Adversarial perturbation is used to expose vulnerabilities in machine learning models, while the concept of individual fairness aims to ensure equitable treatment regardless of sensitive attributes. Despite their initial differences, both concepts rely on metrics to generate similar input data instances. These metrics should be designed to align with the data's characteristics, especially when it is derived from causal structures and should reflect counterfactual instances. Previous attempts to define such metrics often lack general assumptions about input data and structural causal models. In our research, we introduce the novel concept of a causal fair metric for data with unknown causal structures containing sensitive features. We introduce the concept of protected causal perturbation, revealing new properties of this novel definition. Additionally, we delve into metric learning and propose an efficient method for estimating and applying this metric in real-world applications. Our innovative metric definition has practical applications in adversarial training, fair learning, algorithmic recourse, and causal bandit problems.

Prerequisites

Install the packages in requirements.txt, for instance using

python -m venv myenv/
source myenv/bin/activate
pip install -r requirements.txt

Running the Experiments

To run the experiments, execute the following commands:

#!/bin/bash

for i in {1..100}
do
   python main.py --seed $i
done

Numerical Study

In the Numerical Study section, we endeavor to obtain empirical validation for the metric learning techniques. For a comprehensive comparison, we juxtapose our augmented deep learning methodologies, which incorporate causal structure and sensitive information, against other prevailing methods. To this end, we employ deep learning for the estimation of the embedding function and adopt the Siamese metric learning as the baseline. This can be stratified into three distinct scenarios relevant to the acquisition of a causal fair metric:

  • Distance-based
  • Label-based
  • Triplet-based

Results

This figure illustrates the impact of the causal metric assumption on the accuracy of deep metric models, highlighting their superiority over baseline methods: (a) The accuracy performance, when comparing methods based on knowledge of embedding layer sizes and embedding space metric, indicates that, with the exception of the Triplet-based scenario, there is an enhancement in prediction accuracy. (b) It is evident that in simpler models, the network effectively learns the embedding space properties. However, in situations with imprecise learning data about the metric, such as the Triplet-based scenario or non-linear SCM, the incorporation of decorrelation methods enhances accuracy. (c) The stability of our methods is evident as the radius size increases, with notable improvements in accuracy for larger radii in distance-based and label-based scenarios.

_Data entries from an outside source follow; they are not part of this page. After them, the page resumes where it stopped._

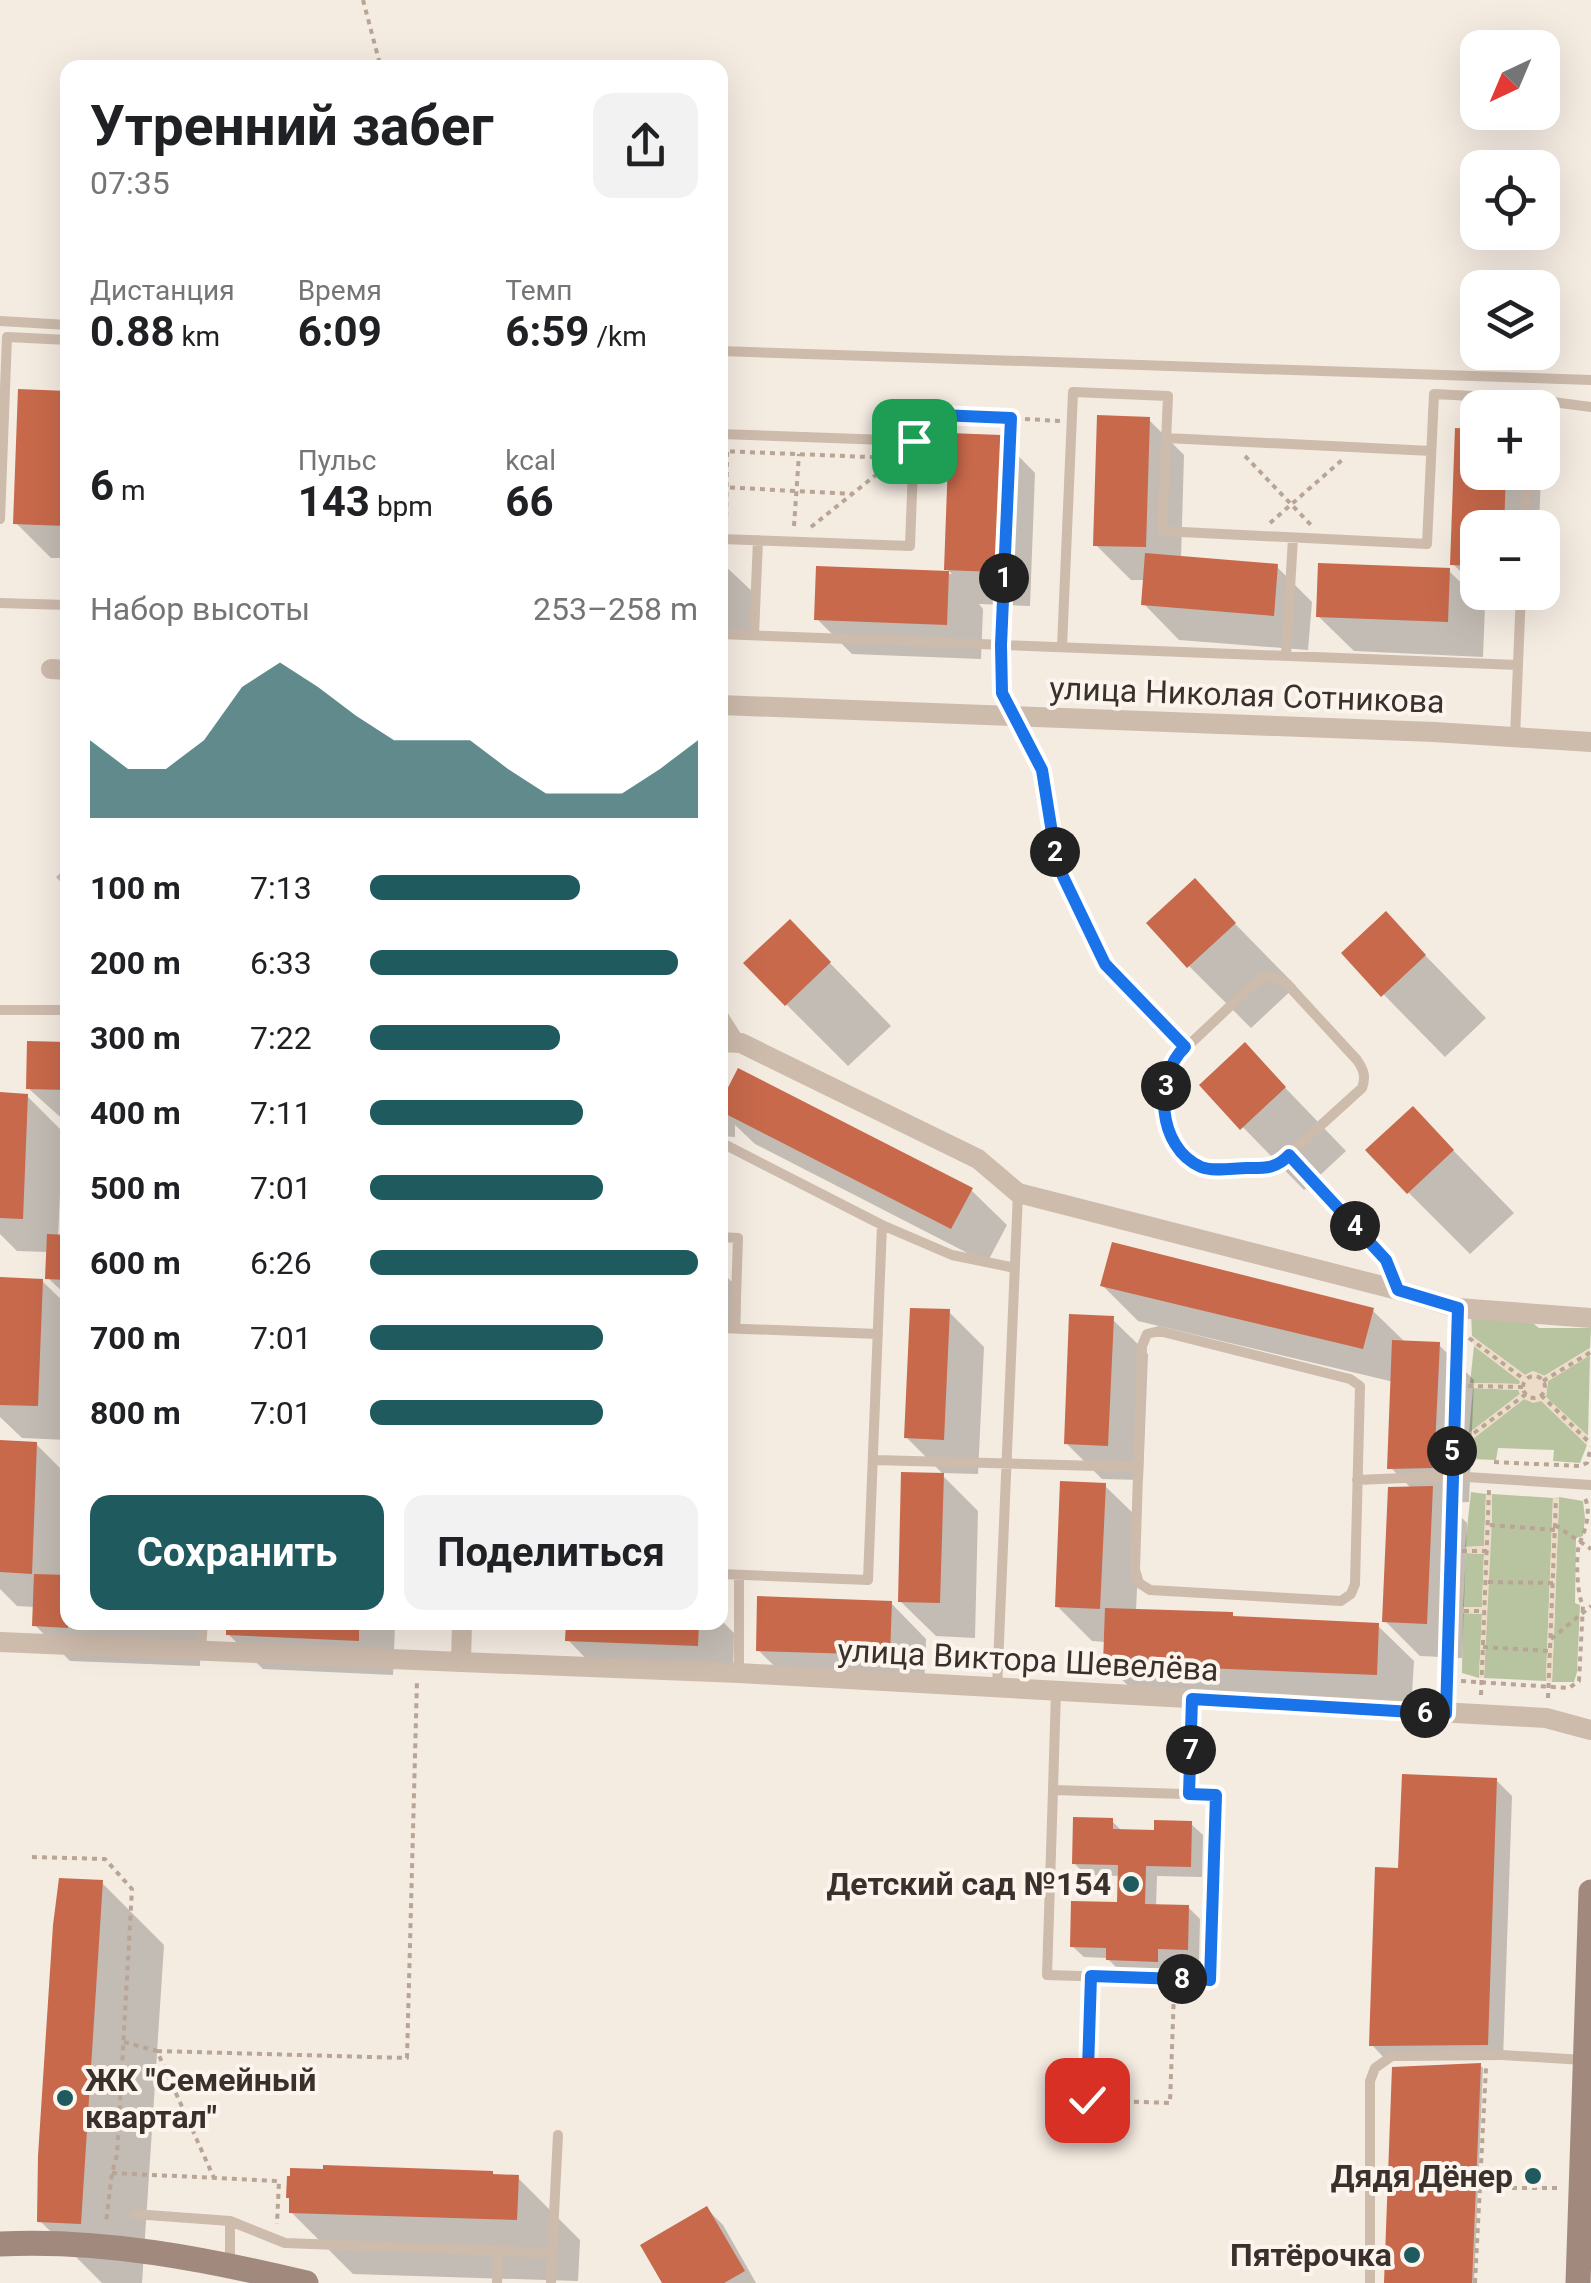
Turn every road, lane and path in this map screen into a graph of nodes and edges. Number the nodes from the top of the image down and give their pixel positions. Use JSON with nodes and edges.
{"nodes":[{"id":1,"x":364,"y":0,"type":"edge"},
{"id":2,"x":380,"y":60,"type":"edge"},
{"id":3,"x":0,"y":321,"type":"edge"},
{"id":4,"x":60,"y":325,"type":"edge"},
{"id":5,"x":60,"y":340,"type":"edge"},
{"id":6,"x":728,"y":351,"type":"edge"},
{"id":7,"x":1591,"y":380,"type":"edge"},
{"id":8,"x":1460,"y":396,"type":"edge"},
{"id":9,"x":1560,"y":405,"type":"edge"},
{"id":10,"x":1591,"y":407,"type":"edge"},
{"id":11,"x":915,"y":414,"type":"joint"},
{"id":12,"x":1011,"y":418,"type":"junction"},
{"id":13,"x":1072,"y":421,"type":"junction"},
{"id":14,"x":728,"y":434,"type":"edge"},
{"id":15,"x":1166,"y":438,"type":"junction"},
{"id":16,"x":914,"y":441,"type":"junction"},
{"id":17,"x":1232,"y":442,"type":"junction"},
{"id":18,"x":1357,"y":447,"type":"junction"},
{"id":19,"x":1431,"y":451,"type":"junction"},
{"id":20,"x":728,"y":452,"type":"edge"},
{"id":21,"x":799,"y":454,"type":"junction"},
{"id":22,"x":728,"y":487,"type":"edge"},
{"id":23,"x":796,"y":491,"type":"junction"},
{"id":24,"x":853,"y":494,"type":"junction"},
{"id":25,"x":1291,"y":504,"type":"junction"},
{"id":26,"x":0,"y":519,"type":"edge"},
{"id":27,"x":1255,"y":536,"type":"junction"},
{"id":28,"x":1294,"y":538,"type":"junction"},
{"id":29,"x":728,"y":539,"type":"edge"},
{"id":30,"x":758,"y":540,"type":"junction"},
{"id":31,"x":1324,"y":540,"type":"junction"},
{"id":32,"x":792,"y":542,"type":"junction"},
{"id":33,"x":0,"y":603,"type":"edge"},
{"id":34,"x":60,"y":605,"type":"edge"},
{"id":35,"x":1520,"y":610,"type":"edge"},
{"id":36,"x":728,"y":634,"type":"edge"},
{"id":37,"x":754,"y":635,"type":"junction"},
{"id":38,"x":1001,"y":645,"type":"junction"},
{"id":39,"x":1062,"y":648,"type":"junction"},
{"id":40,"x":1286,"y":656,"type":"junction"},
{"id":41,"x":1518,"y":666,"type":"junction"},
{"id":42,"x":728,"y":705,"type":"edge"},
{"id":43,"x":1014,"y":716,"type":"junction"},
{"id":44,"x":1515,"y":737,"type":"junction"},
{"id":45,"x":1591,"y":742,"type":"edge"},
{"id":46,"x":1105,"y":964,"type":"joint"},
{"id":47,"x":0,"y":1010,"type":"edge"},
{"id":48,"x":60,"y":1010,"type":"edge"},
{"id":49,"x":730,"y":1042,"type":"edge"},
{"id":50,"x":1185,"y":1047,"type":"junction"},
{"id":51,"x":728,"y":1146,"type":"edge"},
{"id":52,"x":1289,"y":1155,"type":"junction"},
{"id":53,"x":1018,"y":1193,"type":"junction"},
{"id":54,"x":882,"y":1224,"type":"junction"},
{"id":55,"x":728,"y":1237,"type":"edge"},
{"id":56,"x":1016,"y":1268,"type":"junction"},
{"id":57,"x":1398,"y":1290,"type":"junction"},
{"id":58,"x":1591,"y":1318,"type":"edge"},
{"id":59,"x":1457,"y":1319,"type":"junction"},
{"id":60,"x":728,"y":1328,"type":"edge"},
{"id":61,"x":735,"y":1328,"type":"junction"},
{"id":62,"x":878,"y":1334,"type":"junction"},
{"id":63,"x":1591,"y":1352,"type":"edge"},
{"id":64,"x":1543,"y":1381,"type":"junction"},
{"id":65,"x":1524,"y":1384,"type":"junction"},
{"id":66,"x":1454,"y":1386,"type":"junction"},
{"id":67,"x":1526,"y":1394,"type":"junction"},
{"id":68,"x":1541,"y":1395,"type":"junction"},
{"id":69,"x":1591,"y":1446,"type":"edge"},
{"id":70,"x":1452,"y":1456,"type":"junction"},
{"id":71,"x":873,"y":1460,"type":"junction"},
{"id":72,"x":1009,"y":1464,"type":"junction"},
{"id":73,"x":1137,"y":1467,"type":"junction"},
{"id":74,"x":1451,"y":1476,"type":"junction"},
{"id":75,"x":1490,"y":1478,"type":"junction"},
{"id":76,"x":1357,"y":1480,"type":"junction"},
{"id":77,"x":1591,"y":1485,"type":"edge"},
{"id":78,"x":1556,"y":1493,"type":"dead end"},
{"id":79,"x":1574,"y":1494,"type":"dead end"},
{"id":80,"x":1488,"y":1525,"type":"junction"},
{"id":81,"x":1555,"y":1527,"type":"junction"},
{"id":82,"x":1580,"y":1541,"type":"junction"},
{"id":83,"x":1591,"y":1549,"type":"edge"},
{"id":84,"x":1449,"y":1551,"type":"junction"},
{"id":85,"x":1487,"y":1551,"type":"junction"},
{"id":86,"x":728,"y":1574,"type":"edge"},
{"id":87,"x":739,"y":1575,"type":"junction"},
{"id":88,"x":1486,"y":1582,"type":"junction"},
{"id":89,"x":1553,"y":1583,"type":"junction"},
{"id":90,"x":1591,"y":1606,"type":"edge"},
{"id":91,"x":1446,"y":1610,"type":"junction"},
{"id":92,"x":1484,"y":1610,"type":"junction"},
{"id":93,"x":1583,"y":1612,"type":"junction"},
{"id":94,"x":203,"y":1630,"type":"edge"},
{"id":95,"x":462,"y":1630,"type":"edge"},
{"id":96,"x":1551,"y":1639,"type":"junction"},
{"id":97,"x":0,"y":1642,"type":"edge"},
{"id":98,"x":1483,"y":1648,"type":"junction"},
{"id":99,"x":202,"y":1649,"type":"junction"},
{"id":100,"x":1550,"y":1651,"type":"junction"},
{"id":101,"x":418,"y":1660,"type":"junction"},
{"id":102,"x":460,"y":1662,"type":"junction"},
{"id":103,"x":739,"y":1674,"type":"junction"},
{"id":104,"x":1444,"y":1680,"type":"junction"},
{"id":105,"x":1481,"y":1682,"type":"junction"},
{"id":106,"x":1549,"y":1686,"type":"junction"},
{"id":107,"x":997,"y":1689,"type":"junction"},
{"id":108,"x":1056,"y":1692,"type":"junction"},
{"id":109,"x":1192,"y":1699,"type":"junction"},
{"id":110,"x":1446,"y":1714,"type":"junction"},
{"id":111,"x":1481,"y":1715,"type":"junction"},
{"id":112,"x":1546,"y":1718,"type":"junction"},
{"id":113,"x":1591,"y":1730,"type":"edge"},
{"id":114,"x":1053,"y":1790,"type":"junction"},
{"id":115,"x":1189,"y":1794,"type":"junction"},
{"id":116,"x":32,"y":1857,"type":"dead end"},
{"id":117,"x":1591,"y":1892,"type":"edge"},
{"id":118,"x":1091,"y":1976,"type":"junction"},
{"id":119,"x":1174,"y":1978,"type":"junction"},
{"id":120,"x":124,"y":2042,"type":"junction"},
{"id":121,"x":157,"y":2051,"type":"junction"},
{"id":122,"x":1486,"y":2054,"type":"junction"},
{"id":123,"x":1584,"y":2060,"type":"junction"},
{"id":124,"x":1587,"y":2128,"type":"edge"},
{"id":125,"x":558,"y":2135,"type":"dead end"},
{"id":126,"x":112,"y":2174,"type":"junction"},
{"id":127,"x":214,"y":2178,"type":"junction"},
{"id":128,"x":1482,"y":2188,"type":"junction"},
{"id":129,"x":1581,"y":2188,"type":"junction"},
{"id":130,"x":134,"y":2214,"type":"dead end"},
{"id":131,"x":230,"y":2221,"type":"junction"},
{"id":132,"x":89,"y":2224,"type":"dead end"},
{"id":133,"x":277,"y":2240,"type":"junction"},
{"id":134,"x":0,"y":2244,"type":"edge"},
{"id":135,"x":498,"y":2251,"type":"junction"},
{"id":136,"x":552,"y":2253,"type":"junction"},
{"id":137,"x":230,"y":2266,"type":"junction"},
{"id":138,"x":306,"y":2283,"type":"edge"},
{"id":139,"x":497,"y":2283,"type":"edge"},
{"id":140,"x":551,"y":2283,"type":"edge"},
{"id":141,"x":1370,"y":2283,"type":"edge"},
{"id":142,"x":1475,"y":2283,"type":"edge"},
{"id":143,"x":1578,"y":2283,"type":"edge"}],
"edges":[{"from":1,"to":2,"type":"path"},
{"from":3,"to":4,"type":"lane"},
{"from":5,"to":26,"type":"lane"},
{"from":6,"to":7,"type":"lane"},
{"from":8,"to":19,"type":"lane"},
{"from":9,"to":10,"type":"lane"},
{"from":11,"to":12,"type":"path"},
{"from":11,"to":16,"type":"lane"},
{"from":12,"to":13,"type":"path"},
{"from":12,"to":38,"type":"lane"},
{"from":13,"to":15,"type":"lane"},
{"from":13,"to":39,"type":"lane"},
{"from":14,"to":16,"type":"lane"},
{"from":15,"to":17,"type":"lane"},
{"from":15,"to":27,"type":"lane"},
{"from":16,"to":32,"type":"lane"},
{"from":17,"to":18,"type":"lane"},
{"from":17,"to":25,"type":"path"},
{"from":18,"to":19,"type":"lane"},
{"from":18,"to":25,"type":"path"},
{"from":19,"to":31,"type":"lane"},
{"from":20,"to":21,"type":"path"},
{"from":21,"to":23,"type":"path"},
{"from":21,"to":24,"type":"path"},
{"from":22,"to":23,"type":"path"},
{"from":23,"to":24,"type":"path"},
{"from":23,"to":32,"type":"path"},
{"from":24,"to":32,"type":"path"},
{"from":25,"to":27,"type":"path"},
{"from":25,"to":31,"type":"path"},
{"from":27,"to":28,"type":"lane"},
{"from":28,"to":31,"type":"lane"},
{"from":28,"to":40,"type":"lane"},
{"from":29,"to":30,"type":"lane"},
{"from":30,"to":32,"type":"lane"},
{"from":30,"to":37,"type":"lane"},
{"from":33,"to":34,"type":"lane"},
{"from":35,"to":41,"type":"lane"},
{"from":36,"to":37,"type":"lane"},
{"from":37,"to":38,"type":"lane"},
{"from":38,"to":39,"type":"lane"},
{"from":38,"to":43,"type":"path"},
{"from":39,"to":40,"type":"lane"},
{"from":40,"to":41,"type":"lane"},
{"from":41,"to":44,"type":"lane"},
{"from":42,"to":43,"type":"street","name":"улица Николая Сотникова"},
{"from":43,"to":44,"type":"street","name":"улица Николая Сотникова"},
{"from":43,"to":46,"type":"path"},
{"from":44,"to":45,"type":"street","name":"улица Николая Сотникова"},
{"from":46,"to":50,"type":"lane"},
{"from":47,"to":48,"type":"lane"},
{"from":49,"to":53,"type":"street"},
{"from":50,"to":52,"type":"lane"},
{"from":50,"to":52,"type":"lane"},
{"from":51,"to":54,"type":"lane"},
{"from":52,"to":57,"type":"lane"},
{"from":53,"to":56,"type":"lane"},
{"from":53,"to":57,"type":"street"},
{"from":54,"to":56,"type":"lane"},
{"from":54,"to":62,"type":"lane"},
{"from":55,"to":61,"type":"lane"},
{"from":56,"to":72,"type":"lane"},
{"from":57,"to":59,"type":"street"},
{"from":58,"to":59,"type":"street"},
{"from":59,"to":65,"type":"path"},
{"from":59,"to":66,"type":"lane"},
{"from":60,"to":61,"type":"lane"},
{"from":61,"to":62,"type":"lane"},
{"from":62,"to":71,"type":"lane"},
{"from":63,"to":64,"type":"path"},
{"from":64,"to":65,"type":"path"},
{"from":64,"to":68,"type":"path"},
{"from":65,"to":66,"type":"path"},
{"from":65,"to":67,"type":"path"},
{"from":66,"to":70,"type":"lane"},
{"from":67,"to":68,"type":"path"},
{"from":67,"to":70,"type":"path"},
{"from":68,"to":69,"type":"path"},
{"from":69,"to":70,"type":"path"},
{"from":70,"to":74,"type":"lane"},
{"from":71,"to":72,"type":"lane"},
{"from":71,"to":87,"type":"lane"},
{"from":72,"to":73,"type":"lane"},
{"from":72,"to":107,"type":"lane"},
{"from":73,"to":76,"type":"lane"},
{"from":73,"to":76,"type":"lane"},
{"from":74,"to":75,"type":"lane"},
{"from":74,"to":76,"type":"lane"},
{"from":74,"to":84,"type":"lane"},
{"from":75,"to":77,"type":"lane"},
{"from":75,"to":80,"type":"path"},
{"from":78,"to":81,"type":"path"},
{"from":79,"to":82,"type":"path"},
{"from":80,"to":81,"type":"path"},
{"from":80,"to":85,"type":"path"},
{"from":81,"to":82,"type":"path"},
{"from":81,"to":89,"type":"path"},
{"from":82,"to":83,"type":"path"},
{"from":82,"to":93,"type":"path"},
{"from":84,"to":85,"type":"path"},
{"from":84,"to":91,"type":"lane"},
{"from":85,"to":88,"type":"path"},
{"from":86,"to":87,"type":"lane"},
{"from":87,"to":103,"type":"lane"},
{"from":88,"to":89,"type":"path"},
{"from":88,"to":92,"type":"path"},
{"from":89,"to":96,"type":"path"},
{"from":90,"to":93,"type":"path"},
{"from":91,"to":92,"type":"path"},
{"from":91,"to":104,"type":"lane"},
{"from":92,"to":98,"type":"path"},
{"from":93,"to":96,"type":"path"},
{"from":93,"to":106,"type":"path"},
{"from":94,"to":99,"type":"lane"},
{"from":95,"to":102,"type":"street"},
{"from":96,"to":100,"type":"path"},
{"from":97,"to":99,"type":"street","name":"улица Виктора Шевелёва"},
{"from":98,"to":100,"type":"path"},
{"from":98,"to":105,"type":"path"},
{"from":99,"to":101,"type":"street","name":"улица Виктора Шевелёва"},
{"from":100,"to":106,"type":"path"},
{"from":101,"to":102,"type":"street","name":"улица Виктора Шевелёва"},
{"from":101,"to":121,"type":"path"},
{"from":102,"to":103,"type":"street","name":"улица Виктора Шевелёва"},
{"from":103,"to":107,"type":"street","name":"улица Виктора Шевелёва"},
{"from":104,"to":105,"type":"path"},
{"from":104,"to":110,"type":"lane"},
{"from":105,"to":106,"type":"path"},
{"from":105,"to":111,"type":"path"},
{"from":106,"to":112,"type":"path"},
{"from":107,"to":108,"type":"street","name":"улица Виктора Шевелёва"},
{"from":108,"to":109,"type":"street","name":"улица Виктора Шевелёва"},
{"from":108,"to":114,"type":"lane"},
{"from":109,"to":110,"type":"street","name":"улица Виктора Шевелёва"},
{"from":109,"to":115,"type":"lane"},
{"from":110,"to":111,"type":"street","name":"улица Виктора Шевелёва"},
{"from":111,"to":112,"type":"street","name":"улица Виктора Шевелёва"},
{"from":112,"to":113,"type":"street","name":"улица Виктора Шевелёва"},
{"from":114,"to":115,"type":"lane"},
{"from":114,"to":118,"type":"lane"},
{"from":115,"to":119,"type":"lane"},
{"from":116,"to":120,"type":"path"},
{"from":117,"to":123,"type":"street"},
{"from":118,"to":119,"type":"lane"},
{"from":118,"to":119,"type":"path"},
{"from":120,"to":121,"type":"path"},
{"from":120,"to":126,"type":"path"},
{"from":121,"to":127,"type":"path"},
{"from":122,"to":123,"type":"lane"},
{"from":122,"to":128,"type":"path"},
{"from":122,"to":141,"type":"lane"},
{"from":123,"to":124,"type":"street"},
{"from":124,"to":129,"type":"street"},
{"from":125,"to":136,"type":"lane"},
{"from":126,"to":127,"type":"path"},
{"from":126,"to":132,"type":"path"},
{"from":127,"to":133,"type":"path"},
{"from":128,"to":129,"type":"path"},
{"from":128,"to":142,"type":"path"},
{"from":129,"to":143,"type":"street"},
{"from":130,"to":131,"type":"lane"},
{"from":131,"to":133,"type":"lane"},
{"from":131,"to":137,"type":"lane"},
{"from":133,"to":135,"type":"lane"},
{"from":134,"to":137,"type":"street"},
{"from":135,"to":136,"type":"lane"},
{"from":135,"to":139,"type":"lane"},
{"from":136,"to":140,"type":"lane"},
{"from":137,"to":138,"type":"street"}]}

Performance Comparison. This figures illustrate the outcomes of the experiment with different radius size. Error bars are included to represent the variability. Two performance metrics, Matthews correlation coefficient (MCC - higher values indicate superior performance) and false-positive rate (FP - lower values indicate better performance), are considered for the analysis.

About

This project Implements the paper “Causal Fair Metric: Bridging Causality, Individual Fairness, and Adversarial Robustness” using the Python language.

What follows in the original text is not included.